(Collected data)

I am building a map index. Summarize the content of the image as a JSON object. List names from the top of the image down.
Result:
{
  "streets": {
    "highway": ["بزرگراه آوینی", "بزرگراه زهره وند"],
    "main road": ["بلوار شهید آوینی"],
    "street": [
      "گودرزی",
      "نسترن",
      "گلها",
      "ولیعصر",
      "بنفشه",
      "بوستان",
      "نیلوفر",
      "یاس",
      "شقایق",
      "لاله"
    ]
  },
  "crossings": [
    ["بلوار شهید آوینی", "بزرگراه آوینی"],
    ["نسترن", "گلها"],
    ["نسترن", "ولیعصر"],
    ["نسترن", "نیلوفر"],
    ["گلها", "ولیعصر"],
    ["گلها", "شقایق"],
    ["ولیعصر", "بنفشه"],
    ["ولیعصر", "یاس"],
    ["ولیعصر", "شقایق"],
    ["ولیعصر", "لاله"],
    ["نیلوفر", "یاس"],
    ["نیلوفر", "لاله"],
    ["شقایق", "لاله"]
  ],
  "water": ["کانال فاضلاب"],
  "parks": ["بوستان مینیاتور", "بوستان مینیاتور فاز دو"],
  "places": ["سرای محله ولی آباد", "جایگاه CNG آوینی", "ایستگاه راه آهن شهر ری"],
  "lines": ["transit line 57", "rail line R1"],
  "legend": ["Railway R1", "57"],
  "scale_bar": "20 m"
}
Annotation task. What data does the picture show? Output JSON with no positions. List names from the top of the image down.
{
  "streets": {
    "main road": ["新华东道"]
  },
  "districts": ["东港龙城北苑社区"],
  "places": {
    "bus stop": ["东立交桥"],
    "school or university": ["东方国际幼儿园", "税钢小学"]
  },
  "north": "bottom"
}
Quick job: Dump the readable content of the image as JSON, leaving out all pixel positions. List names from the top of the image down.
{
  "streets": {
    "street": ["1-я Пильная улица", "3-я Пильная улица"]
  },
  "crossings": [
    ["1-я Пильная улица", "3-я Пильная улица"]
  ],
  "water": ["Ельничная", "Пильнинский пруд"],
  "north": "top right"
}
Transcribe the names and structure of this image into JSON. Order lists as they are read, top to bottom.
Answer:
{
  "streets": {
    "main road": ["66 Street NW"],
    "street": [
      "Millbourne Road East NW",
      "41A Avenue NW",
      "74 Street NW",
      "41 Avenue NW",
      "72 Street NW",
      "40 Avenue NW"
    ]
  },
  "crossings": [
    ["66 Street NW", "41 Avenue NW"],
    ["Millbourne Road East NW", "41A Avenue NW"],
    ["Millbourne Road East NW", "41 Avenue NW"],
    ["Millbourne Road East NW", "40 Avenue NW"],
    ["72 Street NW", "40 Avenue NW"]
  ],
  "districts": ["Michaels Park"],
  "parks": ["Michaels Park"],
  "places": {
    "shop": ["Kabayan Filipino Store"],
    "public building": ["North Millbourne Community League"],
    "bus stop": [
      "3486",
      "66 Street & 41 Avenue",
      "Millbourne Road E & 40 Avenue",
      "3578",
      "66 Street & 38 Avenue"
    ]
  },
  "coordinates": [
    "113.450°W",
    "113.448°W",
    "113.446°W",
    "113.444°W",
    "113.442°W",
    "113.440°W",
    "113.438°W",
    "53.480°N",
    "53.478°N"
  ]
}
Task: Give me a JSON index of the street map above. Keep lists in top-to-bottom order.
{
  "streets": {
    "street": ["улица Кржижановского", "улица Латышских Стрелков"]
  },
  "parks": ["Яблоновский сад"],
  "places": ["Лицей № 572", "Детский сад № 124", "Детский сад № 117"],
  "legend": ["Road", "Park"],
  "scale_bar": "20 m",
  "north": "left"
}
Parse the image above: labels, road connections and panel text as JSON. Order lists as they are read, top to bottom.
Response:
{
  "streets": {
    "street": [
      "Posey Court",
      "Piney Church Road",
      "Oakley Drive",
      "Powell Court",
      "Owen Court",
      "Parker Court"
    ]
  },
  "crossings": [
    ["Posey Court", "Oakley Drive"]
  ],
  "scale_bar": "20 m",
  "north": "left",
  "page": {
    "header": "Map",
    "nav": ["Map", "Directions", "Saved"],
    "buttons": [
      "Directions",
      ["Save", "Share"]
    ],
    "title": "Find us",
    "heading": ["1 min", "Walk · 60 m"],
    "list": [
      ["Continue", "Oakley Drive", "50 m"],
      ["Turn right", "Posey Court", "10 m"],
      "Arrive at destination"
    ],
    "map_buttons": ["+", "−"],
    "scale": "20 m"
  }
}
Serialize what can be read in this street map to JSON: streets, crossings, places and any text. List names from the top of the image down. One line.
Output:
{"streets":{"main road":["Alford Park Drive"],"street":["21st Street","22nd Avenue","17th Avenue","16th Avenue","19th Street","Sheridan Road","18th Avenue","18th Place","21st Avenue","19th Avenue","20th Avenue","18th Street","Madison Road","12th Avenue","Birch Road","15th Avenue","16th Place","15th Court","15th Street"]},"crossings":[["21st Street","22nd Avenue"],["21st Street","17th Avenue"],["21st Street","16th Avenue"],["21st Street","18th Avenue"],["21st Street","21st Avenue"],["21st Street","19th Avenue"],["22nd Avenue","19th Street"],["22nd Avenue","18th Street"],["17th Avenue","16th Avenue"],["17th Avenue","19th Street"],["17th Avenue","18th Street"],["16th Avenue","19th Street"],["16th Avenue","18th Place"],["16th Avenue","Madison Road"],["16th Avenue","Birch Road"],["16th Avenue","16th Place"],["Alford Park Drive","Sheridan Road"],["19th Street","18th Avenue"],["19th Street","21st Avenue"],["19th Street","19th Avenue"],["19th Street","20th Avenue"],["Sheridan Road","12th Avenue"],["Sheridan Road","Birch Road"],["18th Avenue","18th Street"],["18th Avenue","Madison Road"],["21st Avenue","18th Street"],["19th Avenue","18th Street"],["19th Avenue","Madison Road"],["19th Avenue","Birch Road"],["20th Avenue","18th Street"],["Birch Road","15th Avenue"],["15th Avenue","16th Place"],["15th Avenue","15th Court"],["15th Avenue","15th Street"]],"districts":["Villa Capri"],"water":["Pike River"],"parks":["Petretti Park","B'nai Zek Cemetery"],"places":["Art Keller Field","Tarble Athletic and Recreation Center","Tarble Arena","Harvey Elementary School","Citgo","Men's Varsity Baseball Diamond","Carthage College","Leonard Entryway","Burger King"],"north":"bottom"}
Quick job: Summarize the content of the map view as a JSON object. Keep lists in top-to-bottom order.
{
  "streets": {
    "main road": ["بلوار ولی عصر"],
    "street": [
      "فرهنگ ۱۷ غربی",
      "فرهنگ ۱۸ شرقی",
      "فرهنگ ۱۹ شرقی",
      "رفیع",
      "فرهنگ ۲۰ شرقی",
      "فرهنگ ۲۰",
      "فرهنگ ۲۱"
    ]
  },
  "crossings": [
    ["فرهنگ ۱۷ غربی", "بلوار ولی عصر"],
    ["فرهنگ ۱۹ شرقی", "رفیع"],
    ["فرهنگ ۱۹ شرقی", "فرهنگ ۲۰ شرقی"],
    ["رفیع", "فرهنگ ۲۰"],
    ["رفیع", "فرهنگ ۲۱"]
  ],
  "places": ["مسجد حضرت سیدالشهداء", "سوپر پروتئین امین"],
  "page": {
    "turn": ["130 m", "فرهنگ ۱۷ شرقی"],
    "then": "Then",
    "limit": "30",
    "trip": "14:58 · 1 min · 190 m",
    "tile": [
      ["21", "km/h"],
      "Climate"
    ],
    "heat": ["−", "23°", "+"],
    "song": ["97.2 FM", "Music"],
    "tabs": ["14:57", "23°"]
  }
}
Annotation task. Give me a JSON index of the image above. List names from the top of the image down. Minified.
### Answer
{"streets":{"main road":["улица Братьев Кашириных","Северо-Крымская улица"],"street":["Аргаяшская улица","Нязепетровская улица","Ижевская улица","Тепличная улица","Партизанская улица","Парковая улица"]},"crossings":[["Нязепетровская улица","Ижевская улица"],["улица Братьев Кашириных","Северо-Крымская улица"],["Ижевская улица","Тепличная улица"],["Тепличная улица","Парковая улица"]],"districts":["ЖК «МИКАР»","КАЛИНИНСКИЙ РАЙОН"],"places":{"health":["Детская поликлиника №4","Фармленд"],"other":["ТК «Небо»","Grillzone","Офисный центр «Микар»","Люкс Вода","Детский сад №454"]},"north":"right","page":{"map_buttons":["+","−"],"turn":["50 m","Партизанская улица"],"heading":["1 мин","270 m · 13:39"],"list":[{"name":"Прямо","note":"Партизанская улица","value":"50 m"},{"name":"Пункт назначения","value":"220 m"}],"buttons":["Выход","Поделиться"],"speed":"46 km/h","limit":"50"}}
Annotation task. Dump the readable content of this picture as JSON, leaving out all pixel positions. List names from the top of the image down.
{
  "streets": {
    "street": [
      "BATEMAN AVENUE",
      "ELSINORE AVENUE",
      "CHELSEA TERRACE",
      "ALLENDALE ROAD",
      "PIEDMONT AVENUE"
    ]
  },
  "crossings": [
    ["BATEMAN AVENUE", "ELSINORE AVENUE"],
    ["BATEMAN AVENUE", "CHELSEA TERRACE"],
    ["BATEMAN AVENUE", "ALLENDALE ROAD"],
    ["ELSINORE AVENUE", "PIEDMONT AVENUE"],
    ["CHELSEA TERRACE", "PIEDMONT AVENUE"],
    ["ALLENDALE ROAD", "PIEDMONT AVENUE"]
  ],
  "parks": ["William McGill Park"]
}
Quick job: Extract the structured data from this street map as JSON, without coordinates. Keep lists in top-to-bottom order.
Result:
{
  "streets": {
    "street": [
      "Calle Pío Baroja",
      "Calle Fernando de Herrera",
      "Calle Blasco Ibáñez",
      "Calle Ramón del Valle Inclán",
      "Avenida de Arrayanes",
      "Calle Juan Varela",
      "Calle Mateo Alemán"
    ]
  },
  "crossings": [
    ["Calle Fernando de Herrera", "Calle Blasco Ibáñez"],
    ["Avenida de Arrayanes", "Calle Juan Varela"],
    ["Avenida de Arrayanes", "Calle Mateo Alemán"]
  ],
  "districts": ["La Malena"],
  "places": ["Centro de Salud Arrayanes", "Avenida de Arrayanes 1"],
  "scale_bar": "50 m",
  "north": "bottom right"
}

» Requirement
Read through the entries and copy each line in which "آوینی" appears.

» Result of this task
    "highway": ["بزرگراه آوینی", "بزرگراه زهره وند"],
    "main road": ["بلوار شهید آوینی"],
    ["بلوار شهید آوینی", "بزرگراه آوینی"],
  "places": ["سرای محله ولی آباد", "جایگاه CNG آوینی", "ایستگاه راه آهن شهر ری"],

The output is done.